Planet Labs dispose de 15 satellites à haute résolution et de 200 satellites à moyenne résolution en orbite terrestre basse faisant le tour du globe, donc pas spécifiquement stationnés au-dessus de la Russie ou de l’Ukraine, selon le PDG et co-fondateur Will Marshall.
Leurs images satellite de l’Ukraine ont été utilisées pour enquêter sur des fosses communes et pour raconter les préparatifs de l’invasion russe initiale, a poursuivi Marshall.
Il a déclaré que la société collectait également des images satellite dans un dossier « d’évaluation des dommages » avec plusieurs organismes des Nations Unies afin de suivre les écoles, les hôpitaux et les infrastructures critiques qui ont été détruites.
Des obstacles à l’accès aux images satellite existent toujours
Malgré le potentiel de ces images, il existe encore des obstacles quant à savoir qui peut les utiliser et quand, selon les experts.
Les images peuvent être fournies aux équipes juridiques avec des réserves ou des restrictions de la Cour pénale internationale (CPI) ou de l’OTAN sur la manière dont elles peuvent être utilisées, selon Gillett.
Cela peut poser certains problèmes à l’accusation, car elle est censée divulguer les éléments pertinents à la défense, mais elle ne le peut pas.
Les procureurs peuvent demander l’autorisation de contourner ces restrictions, mais elles entraînent souvent des « retards » qui peuvent retarder le processus judiciaire, a déclaré Gillett.
Si les images sont divulguées publiquement, on s’attend également à ce que cela conduise à des arrestations même si le tribunal qui les obtient n’est pas compétent, a déclaré Gillett.
Il existe également le risque de mal interpréter une image ou des lacunes dues aux nuages, à la forêt ou à la couverture de fumée.
« Quelqu’un pourrait voir des marques noires sur le tarmac d’un aéroport ou d’une base militaire et penser qu’il s’agit d’une sorte d’explosion, mais il pourrait s’agir simplement d’une sorte de pétrole au sol provenant d’un ravitaillement en carburant », a ajouté Gillett.
Comment les affaires sont-elles montées en Ukraine ?
Les crimes de guerre, le génocide ou les crimes contre l’humanité sont généralement poursuivis devant les tribunaux nationaux, a déclaré Goodhind, ou devant les tribunaux internationaux comme la CPI.
Les tribunaux ukrainiens multiplient les accusations par contumace, ce qui signifie qu’une personne est jugée et condamnée sans être présente dans la salle d’audience, disent les experts.
Eurojust a déclaré à L’Observatoire de l’Europe Next qu’il y avait eu 481 procès intentés contre des personnes par contumace.
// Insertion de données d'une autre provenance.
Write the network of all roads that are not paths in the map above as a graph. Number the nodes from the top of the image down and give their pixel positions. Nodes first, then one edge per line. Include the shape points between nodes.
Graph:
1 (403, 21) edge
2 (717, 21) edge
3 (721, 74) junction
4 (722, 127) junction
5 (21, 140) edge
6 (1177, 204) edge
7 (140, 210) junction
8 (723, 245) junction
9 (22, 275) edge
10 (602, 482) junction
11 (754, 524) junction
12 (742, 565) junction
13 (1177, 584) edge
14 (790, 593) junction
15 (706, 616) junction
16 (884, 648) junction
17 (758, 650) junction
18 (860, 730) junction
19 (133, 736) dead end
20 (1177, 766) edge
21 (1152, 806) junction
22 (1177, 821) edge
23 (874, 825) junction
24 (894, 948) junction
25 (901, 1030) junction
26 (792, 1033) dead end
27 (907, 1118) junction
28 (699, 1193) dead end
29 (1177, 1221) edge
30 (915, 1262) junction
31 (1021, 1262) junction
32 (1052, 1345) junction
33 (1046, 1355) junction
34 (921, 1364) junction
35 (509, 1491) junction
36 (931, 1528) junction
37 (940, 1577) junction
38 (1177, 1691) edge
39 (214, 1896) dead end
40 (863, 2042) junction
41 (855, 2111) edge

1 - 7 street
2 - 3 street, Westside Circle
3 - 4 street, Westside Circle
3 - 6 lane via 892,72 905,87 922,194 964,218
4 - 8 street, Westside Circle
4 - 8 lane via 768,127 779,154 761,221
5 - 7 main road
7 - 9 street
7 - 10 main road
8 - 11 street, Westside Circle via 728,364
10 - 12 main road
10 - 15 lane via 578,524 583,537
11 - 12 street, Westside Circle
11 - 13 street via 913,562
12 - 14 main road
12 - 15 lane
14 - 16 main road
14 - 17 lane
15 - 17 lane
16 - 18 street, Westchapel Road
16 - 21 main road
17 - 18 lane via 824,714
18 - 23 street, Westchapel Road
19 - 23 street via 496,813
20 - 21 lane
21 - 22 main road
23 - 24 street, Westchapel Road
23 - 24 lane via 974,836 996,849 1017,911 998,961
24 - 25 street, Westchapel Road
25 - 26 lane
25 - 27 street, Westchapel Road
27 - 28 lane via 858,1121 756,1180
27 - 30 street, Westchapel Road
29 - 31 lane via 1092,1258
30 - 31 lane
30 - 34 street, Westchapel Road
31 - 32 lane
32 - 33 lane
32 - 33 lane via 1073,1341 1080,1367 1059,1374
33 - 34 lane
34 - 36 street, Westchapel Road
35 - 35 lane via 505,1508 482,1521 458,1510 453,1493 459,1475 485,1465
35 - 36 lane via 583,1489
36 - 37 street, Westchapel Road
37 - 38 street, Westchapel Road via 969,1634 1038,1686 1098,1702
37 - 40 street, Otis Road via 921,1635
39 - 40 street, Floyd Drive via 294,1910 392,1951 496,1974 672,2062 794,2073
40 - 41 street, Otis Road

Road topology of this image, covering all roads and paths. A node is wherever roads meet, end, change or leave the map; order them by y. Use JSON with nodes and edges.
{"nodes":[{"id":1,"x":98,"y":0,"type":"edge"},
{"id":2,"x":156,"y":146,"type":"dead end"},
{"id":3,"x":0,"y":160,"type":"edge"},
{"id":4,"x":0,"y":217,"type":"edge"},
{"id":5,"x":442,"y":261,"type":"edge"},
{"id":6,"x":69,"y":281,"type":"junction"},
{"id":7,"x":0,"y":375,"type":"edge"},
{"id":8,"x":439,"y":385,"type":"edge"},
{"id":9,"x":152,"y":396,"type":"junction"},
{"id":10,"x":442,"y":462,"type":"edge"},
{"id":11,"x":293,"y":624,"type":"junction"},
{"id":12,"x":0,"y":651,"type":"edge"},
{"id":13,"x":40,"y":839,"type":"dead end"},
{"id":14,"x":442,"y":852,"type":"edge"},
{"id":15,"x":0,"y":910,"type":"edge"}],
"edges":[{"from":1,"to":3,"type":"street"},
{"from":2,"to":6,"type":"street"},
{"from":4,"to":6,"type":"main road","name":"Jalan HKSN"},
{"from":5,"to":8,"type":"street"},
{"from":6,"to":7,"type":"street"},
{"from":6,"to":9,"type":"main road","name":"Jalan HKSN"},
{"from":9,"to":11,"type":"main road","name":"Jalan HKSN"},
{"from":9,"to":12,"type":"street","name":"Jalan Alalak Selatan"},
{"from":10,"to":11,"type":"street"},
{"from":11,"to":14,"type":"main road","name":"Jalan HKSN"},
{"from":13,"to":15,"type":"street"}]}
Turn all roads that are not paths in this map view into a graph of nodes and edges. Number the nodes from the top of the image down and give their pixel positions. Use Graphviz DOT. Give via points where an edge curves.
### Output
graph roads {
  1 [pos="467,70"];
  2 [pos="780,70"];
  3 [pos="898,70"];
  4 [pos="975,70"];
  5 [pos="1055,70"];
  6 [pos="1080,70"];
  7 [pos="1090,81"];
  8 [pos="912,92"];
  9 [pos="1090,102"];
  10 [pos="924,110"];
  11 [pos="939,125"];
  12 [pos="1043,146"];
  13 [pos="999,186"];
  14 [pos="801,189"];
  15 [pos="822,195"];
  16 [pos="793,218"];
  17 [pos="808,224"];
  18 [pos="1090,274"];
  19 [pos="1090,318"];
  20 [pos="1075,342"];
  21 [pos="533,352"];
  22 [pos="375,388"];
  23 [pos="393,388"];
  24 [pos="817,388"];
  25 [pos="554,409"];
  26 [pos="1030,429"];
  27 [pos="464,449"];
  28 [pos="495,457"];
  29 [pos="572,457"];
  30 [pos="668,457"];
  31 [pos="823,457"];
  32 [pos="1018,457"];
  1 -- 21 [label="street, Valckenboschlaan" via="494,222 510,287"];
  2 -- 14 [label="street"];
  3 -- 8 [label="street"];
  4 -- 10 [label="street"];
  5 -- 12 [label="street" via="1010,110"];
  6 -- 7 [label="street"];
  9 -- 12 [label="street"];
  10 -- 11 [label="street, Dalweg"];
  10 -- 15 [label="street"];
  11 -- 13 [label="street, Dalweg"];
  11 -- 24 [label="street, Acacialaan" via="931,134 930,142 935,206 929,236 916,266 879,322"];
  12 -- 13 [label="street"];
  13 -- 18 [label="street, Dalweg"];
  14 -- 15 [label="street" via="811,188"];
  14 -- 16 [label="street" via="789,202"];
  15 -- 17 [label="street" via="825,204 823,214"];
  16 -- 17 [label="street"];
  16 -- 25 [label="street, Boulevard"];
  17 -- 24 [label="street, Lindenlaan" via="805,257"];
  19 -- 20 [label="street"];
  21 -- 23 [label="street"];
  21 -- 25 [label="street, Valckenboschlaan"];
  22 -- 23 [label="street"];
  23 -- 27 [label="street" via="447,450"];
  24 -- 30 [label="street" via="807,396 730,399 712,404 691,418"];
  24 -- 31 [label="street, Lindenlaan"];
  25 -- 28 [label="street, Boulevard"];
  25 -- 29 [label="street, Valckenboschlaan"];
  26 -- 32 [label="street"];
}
L’Observatoire de l’Europe Next a contacté le bureau du procureur général d’Ukraine mais n’a pas reçu de réponse.
Au niveau de la CPI, des mandats d’arrêt contre le dirigeant russe Vladimir Poutine et sa commissaire aux droits de l’enfant, Maria Lvova-Belova, ont été émis en 2023.
Le mandat d’arrêt de Poutine indique qu’il serait responsable du crime de guerre d’expulsion et de transfert illégaux d’enfants d’Ukraine vers la Russie, selon un communiqué de presse de l’époque.
La CPI a émis quatre mandats d’arrêt supplémentaires contre des ressortissants russes en 2024, dont deux hauts gradés de l’armée et de la marine russes.
L’Observatoire de l’Europe Next a contacté la CPI pour obtenir une mise à jour sur les affaires contre Poutine et ses collègues, mais a été renvoyée au résumé de leur affaire sur l’Ukraine.